Saved data entries
Segment Open
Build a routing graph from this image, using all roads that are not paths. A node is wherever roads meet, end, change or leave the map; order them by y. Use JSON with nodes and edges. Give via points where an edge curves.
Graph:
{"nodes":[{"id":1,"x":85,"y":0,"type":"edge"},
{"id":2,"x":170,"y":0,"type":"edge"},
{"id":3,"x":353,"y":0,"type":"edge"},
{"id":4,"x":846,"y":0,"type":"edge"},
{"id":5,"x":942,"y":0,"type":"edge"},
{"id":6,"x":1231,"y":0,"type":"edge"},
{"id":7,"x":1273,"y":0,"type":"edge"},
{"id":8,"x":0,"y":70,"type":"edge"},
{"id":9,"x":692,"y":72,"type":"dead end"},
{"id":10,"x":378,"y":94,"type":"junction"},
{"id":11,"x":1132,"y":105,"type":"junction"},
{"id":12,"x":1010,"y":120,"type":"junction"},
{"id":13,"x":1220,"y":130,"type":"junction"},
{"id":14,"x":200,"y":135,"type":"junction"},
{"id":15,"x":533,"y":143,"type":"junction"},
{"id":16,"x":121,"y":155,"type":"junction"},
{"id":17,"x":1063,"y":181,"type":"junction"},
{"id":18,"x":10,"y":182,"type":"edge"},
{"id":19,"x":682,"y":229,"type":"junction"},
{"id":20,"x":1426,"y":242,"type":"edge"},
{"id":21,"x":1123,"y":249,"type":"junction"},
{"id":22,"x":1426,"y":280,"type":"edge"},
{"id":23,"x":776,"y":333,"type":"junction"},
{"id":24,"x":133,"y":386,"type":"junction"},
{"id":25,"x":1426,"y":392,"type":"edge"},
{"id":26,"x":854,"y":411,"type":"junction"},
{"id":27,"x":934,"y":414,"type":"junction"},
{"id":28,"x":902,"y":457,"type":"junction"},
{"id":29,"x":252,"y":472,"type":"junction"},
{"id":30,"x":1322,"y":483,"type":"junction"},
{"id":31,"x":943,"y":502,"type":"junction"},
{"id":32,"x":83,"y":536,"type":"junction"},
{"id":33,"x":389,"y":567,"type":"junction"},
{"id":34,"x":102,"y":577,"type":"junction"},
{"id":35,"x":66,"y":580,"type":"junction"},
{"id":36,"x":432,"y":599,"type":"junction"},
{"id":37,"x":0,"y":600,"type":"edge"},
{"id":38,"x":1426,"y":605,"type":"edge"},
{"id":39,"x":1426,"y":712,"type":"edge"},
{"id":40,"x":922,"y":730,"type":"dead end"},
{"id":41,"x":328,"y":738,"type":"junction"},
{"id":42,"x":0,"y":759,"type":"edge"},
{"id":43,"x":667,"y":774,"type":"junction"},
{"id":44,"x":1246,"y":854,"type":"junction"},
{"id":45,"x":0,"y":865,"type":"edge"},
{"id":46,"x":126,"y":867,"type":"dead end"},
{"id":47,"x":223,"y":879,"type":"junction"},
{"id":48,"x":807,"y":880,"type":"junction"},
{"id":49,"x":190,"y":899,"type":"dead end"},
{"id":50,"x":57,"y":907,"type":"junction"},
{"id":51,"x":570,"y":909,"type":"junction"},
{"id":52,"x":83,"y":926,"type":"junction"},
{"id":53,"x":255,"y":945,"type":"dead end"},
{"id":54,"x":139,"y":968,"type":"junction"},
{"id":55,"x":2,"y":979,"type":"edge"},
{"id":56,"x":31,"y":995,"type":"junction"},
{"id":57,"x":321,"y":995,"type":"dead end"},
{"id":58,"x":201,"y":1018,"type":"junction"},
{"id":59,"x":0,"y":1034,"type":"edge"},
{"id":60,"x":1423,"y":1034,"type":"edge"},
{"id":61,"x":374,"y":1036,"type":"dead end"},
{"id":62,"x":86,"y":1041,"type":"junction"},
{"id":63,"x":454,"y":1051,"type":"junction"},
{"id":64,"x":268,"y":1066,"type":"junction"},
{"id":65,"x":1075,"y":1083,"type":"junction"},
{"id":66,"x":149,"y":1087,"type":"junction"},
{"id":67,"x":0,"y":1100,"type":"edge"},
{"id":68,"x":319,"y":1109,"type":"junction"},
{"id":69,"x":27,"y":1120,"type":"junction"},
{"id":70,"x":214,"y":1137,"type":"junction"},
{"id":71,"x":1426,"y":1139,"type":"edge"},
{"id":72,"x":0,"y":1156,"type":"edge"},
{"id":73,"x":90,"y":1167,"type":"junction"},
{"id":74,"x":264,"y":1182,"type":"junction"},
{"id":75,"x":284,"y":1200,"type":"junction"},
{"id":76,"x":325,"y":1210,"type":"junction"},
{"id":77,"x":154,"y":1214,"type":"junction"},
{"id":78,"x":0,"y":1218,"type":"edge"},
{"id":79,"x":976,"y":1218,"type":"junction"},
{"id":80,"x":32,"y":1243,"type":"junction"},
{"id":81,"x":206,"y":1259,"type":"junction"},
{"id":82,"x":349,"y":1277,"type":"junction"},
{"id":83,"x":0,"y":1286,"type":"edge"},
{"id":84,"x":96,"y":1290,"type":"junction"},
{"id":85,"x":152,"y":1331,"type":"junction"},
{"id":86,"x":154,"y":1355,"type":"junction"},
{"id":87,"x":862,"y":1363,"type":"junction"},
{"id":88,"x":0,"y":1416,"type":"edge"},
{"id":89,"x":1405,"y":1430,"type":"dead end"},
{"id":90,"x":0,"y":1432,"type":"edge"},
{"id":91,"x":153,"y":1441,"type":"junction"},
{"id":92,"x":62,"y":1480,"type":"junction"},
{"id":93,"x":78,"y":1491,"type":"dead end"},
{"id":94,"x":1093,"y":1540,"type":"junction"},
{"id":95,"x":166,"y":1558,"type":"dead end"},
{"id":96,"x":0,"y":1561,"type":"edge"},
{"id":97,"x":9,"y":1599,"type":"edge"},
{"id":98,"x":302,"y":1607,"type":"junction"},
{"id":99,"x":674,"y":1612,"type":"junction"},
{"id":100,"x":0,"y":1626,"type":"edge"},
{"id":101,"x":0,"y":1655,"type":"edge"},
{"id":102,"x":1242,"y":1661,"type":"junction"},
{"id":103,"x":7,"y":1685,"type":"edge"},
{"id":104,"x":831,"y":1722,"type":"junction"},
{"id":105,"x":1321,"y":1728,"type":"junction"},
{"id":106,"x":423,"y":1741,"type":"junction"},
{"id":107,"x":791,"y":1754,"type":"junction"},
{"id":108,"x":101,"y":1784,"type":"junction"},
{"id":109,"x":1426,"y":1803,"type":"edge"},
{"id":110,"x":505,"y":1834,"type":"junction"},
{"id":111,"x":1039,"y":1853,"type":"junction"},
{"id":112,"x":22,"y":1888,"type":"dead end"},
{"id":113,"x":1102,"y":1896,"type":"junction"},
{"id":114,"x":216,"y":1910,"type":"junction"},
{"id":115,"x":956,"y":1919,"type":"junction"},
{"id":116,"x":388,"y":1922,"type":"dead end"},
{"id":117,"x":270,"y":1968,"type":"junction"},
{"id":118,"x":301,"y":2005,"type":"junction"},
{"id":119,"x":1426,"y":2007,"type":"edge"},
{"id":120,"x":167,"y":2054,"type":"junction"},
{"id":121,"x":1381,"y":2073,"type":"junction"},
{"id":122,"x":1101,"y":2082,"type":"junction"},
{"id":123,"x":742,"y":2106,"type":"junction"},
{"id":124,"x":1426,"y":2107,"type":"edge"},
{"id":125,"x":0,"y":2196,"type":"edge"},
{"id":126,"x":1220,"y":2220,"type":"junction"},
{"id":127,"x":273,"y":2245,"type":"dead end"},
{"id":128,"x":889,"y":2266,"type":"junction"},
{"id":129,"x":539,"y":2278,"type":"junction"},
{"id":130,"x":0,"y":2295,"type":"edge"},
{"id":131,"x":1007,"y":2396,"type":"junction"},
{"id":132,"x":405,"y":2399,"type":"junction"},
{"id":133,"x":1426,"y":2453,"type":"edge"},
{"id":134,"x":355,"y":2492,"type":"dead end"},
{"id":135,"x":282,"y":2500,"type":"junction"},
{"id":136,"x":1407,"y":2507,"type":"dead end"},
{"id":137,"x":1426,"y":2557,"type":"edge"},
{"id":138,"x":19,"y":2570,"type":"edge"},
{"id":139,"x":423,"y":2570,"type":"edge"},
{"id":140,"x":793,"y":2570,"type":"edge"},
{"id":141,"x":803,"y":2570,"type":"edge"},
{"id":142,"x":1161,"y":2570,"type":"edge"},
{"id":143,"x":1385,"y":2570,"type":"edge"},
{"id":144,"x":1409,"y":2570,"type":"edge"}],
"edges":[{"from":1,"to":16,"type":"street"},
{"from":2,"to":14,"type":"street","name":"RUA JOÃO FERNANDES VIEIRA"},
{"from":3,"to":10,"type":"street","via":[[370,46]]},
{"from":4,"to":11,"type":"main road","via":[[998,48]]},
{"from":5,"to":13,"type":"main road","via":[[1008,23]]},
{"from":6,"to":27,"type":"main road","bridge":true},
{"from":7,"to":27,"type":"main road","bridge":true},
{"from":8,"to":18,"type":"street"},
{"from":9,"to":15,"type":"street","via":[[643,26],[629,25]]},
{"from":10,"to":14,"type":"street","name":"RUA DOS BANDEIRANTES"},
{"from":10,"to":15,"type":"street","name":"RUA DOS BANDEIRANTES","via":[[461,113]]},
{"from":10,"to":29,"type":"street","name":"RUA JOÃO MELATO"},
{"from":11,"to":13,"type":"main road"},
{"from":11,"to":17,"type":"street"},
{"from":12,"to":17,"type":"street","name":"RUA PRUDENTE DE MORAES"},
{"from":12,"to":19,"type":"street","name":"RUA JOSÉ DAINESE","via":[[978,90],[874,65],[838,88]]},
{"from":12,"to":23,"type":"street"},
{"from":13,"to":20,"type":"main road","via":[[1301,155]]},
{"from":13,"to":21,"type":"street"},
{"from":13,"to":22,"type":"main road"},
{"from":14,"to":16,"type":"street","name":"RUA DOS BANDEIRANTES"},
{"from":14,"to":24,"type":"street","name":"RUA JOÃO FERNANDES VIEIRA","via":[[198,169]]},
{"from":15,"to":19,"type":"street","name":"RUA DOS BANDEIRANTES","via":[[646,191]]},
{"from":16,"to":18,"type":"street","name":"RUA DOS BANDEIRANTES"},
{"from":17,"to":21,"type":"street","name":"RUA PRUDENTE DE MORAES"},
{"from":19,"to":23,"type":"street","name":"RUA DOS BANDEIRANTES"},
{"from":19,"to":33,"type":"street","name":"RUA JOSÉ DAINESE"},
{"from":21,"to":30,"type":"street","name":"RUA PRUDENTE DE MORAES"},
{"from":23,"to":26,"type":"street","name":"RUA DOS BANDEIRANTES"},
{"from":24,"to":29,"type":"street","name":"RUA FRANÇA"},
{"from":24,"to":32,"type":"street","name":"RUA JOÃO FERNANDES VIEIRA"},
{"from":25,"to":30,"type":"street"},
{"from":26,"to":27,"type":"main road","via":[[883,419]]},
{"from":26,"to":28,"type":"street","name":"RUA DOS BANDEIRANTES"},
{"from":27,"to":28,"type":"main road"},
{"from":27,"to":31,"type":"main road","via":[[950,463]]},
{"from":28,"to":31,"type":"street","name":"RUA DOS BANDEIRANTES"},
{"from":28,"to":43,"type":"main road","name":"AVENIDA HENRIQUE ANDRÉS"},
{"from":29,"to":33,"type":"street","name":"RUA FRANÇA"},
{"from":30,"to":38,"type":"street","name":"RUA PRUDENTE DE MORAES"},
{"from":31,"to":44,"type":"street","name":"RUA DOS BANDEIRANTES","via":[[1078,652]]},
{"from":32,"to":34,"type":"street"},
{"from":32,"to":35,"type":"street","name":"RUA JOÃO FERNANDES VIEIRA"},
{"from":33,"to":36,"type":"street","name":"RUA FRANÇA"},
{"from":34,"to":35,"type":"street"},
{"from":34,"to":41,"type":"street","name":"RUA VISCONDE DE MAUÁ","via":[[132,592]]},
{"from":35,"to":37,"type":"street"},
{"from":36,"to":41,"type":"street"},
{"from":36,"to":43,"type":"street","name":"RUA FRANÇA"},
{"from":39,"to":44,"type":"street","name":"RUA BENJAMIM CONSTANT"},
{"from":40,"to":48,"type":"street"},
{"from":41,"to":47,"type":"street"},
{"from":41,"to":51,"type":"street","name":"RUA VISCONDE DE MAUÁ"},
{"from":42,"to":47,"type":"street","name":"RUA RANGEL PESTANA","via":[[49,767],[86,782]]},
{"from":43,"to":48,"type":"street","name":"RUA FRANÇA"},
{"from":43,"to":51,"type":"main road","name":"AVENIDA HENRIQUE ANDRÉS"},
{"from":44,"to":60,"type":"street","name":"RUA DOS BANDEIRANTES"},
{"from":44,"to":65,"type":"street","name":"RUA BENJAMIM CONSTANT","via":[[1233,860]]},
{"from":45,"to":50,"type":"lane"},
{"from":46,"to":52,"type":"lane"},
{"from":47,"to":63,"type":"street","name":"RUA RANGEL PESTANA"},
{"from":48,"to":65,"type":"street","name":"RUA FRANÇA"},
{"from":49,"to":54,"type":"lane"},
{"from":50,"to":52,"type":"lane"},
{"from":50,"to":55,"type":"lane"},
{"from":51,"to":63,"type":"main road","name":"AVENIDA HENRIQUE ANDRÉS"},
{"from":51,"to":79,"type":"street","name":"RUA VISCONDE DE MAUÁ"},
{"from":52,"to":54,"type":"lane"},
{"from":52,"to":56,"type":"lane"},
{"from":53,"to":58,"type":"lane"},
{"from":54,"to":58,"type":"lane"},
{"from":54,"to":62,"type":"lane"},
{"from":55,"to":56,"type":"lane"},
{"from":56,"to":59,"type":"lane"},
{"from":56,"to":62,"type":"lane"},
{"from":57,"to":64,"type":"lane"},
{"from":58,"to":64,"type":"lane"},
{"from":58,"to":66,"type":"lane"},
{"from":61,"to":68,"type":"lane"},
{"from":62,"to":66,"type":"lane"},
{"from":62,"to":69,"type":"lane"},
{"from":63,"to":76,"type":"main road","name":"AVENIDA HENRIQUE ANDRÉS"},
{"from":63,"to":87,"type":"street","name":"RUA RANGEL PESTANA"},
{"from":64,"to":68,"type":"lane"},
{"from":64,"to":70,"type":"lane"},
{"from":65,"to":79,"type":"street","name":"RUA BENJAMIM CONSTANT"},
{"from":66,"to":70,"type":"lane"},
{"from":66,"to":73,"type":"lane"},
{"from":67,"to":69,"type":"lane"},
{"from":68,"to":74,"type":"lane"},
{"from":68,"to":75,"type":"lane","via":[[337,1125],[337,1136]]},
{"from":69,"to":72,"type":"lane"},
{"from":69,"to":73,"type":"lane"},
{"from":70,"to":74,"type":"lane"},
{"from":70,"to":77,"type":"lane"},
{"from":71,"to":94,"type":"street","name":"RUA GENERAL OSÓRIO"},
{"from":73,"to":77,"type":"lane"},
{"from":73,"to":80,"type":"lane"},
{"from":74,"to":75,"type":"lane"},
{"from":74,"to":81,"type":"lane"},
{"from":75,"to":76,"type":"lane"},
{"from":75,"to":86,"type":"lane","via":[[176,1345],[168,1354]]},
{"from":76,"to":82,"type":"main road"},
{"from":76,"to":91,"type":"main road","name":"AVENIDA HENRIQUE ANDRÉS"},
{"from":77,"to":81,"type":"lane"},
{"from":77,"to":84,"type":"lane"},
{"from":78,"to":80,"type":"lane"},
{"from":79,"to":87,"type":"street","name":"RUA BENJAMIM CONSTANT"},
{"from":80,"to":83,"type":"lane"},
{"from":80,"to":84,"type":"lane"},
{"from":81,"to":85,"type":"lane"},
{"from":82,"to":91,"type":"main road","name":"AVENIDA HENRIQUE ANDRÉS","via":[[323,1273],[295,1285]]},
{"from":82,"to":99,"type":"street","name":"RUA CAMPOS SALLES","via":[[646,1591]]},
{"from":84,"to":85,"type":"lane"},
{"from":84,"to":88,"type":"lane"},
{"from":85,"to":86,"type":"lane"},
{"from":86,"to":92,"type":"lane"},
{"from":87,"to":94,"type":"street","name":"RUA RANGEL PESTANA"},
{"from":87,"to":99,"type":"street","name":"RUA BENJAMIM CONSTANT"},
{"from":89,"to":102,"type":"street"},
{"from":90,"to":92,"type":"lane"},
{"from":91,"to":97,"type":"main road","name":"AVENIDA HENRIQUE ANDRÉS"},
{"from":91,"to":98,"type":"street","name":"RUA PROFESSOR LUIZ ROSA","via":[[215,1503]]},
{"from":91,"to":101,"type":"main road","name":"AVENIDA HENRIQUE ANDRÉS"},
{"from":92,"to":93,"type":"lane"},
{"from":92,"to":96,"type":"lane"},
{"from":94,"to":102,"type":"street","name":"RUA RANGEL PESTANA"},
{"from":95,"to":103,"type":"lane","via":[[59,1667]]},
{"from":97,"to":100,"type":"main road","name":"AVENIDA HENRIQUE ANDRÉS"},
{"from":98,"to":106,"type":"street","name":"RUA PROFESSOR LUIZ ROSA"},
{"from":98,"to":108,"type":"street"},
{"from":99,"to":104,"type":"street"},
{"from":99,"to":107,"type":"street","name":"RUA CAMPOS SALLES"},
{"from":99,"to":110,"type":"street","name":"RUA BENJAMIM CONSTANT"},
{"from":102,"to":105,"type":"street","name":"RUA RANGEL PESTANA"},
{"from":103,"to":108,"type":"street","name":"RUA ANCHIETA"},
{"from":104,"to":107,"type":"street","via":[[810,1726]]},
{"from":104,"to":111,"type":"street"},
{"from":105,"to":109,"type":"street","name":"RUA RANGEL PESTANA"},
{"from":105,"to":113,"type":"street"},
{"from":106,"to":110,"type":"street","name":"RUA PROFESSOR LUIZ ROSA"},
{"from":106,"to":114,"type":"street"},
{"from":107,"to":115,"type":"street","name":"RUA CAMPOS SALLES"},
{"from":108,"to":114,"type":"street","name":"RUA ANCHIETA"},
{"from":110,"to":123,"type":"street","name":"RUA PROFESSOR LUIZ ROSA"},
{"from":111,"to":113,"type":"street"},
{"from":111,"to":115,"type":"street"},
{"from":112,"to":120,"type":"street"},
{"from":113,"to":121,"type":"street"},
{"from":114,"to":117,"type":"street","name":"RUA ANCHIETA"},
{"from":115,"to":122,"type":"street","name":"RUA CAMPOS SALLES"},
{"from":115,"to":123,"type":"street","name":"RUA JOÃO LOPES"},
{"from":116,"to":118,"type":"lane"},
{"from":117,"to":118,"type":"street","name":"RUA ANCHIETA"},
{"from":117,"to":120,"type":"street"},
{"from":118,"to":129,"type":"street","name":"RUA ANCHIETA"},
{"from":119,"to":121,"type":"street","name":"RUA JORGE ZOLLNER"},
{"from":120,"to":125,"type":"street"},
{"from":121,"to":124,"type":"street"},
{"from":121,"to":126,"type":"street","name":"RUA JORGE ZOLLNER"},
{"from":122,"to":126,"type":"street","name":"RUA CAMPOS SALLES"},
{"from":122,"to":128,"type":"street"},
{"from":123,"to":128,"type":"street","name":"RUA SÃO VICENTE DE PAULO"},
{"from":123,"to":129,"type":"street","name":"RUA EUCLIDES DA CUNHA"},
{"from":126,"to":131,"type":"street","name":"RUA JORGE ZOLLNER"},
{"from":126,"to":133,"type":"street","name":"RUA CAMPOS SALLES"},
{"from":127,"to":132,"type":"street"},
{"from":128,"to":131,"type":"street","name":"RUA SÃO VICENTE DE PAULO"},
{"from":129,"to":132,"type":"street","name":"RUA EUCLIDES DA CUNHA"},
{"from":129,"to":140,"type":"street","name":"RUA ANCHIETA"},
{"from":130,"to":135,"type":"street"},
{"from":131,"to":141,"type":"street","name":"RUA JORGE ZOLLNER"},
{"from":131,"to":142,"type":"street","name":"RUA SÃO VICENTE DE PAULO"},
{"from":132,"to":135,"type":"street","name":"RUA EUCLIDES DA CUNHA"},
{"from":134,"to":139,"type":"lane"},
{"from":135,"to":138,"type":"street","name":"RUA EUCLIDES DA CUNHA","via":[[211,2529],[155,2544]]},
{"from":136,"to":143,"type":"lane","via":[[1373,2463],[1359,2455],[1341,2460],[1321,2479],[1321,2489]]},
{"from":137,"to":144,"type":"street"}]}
Segment Closed
__Problem to solve__
Collect each line above holding the string "FERNANDES".

__Task answer__
{"from":2,"to":14,"type":"street","name":"RUA JOÃO FERNANDES VIEIRA"},
{"from":14,"to":24,"type":"street","name":"RUA JOÃO FERNANDES VIEIRA","via":[[198,169]]},
{"from":24,"to":32,"type":"street","name":"RUA JOÃO FERNANDES VIEIRA"},
{"from":32,"to":35,"type":"street","name":"RUA JOÃO FERNANDES VIEIRA"},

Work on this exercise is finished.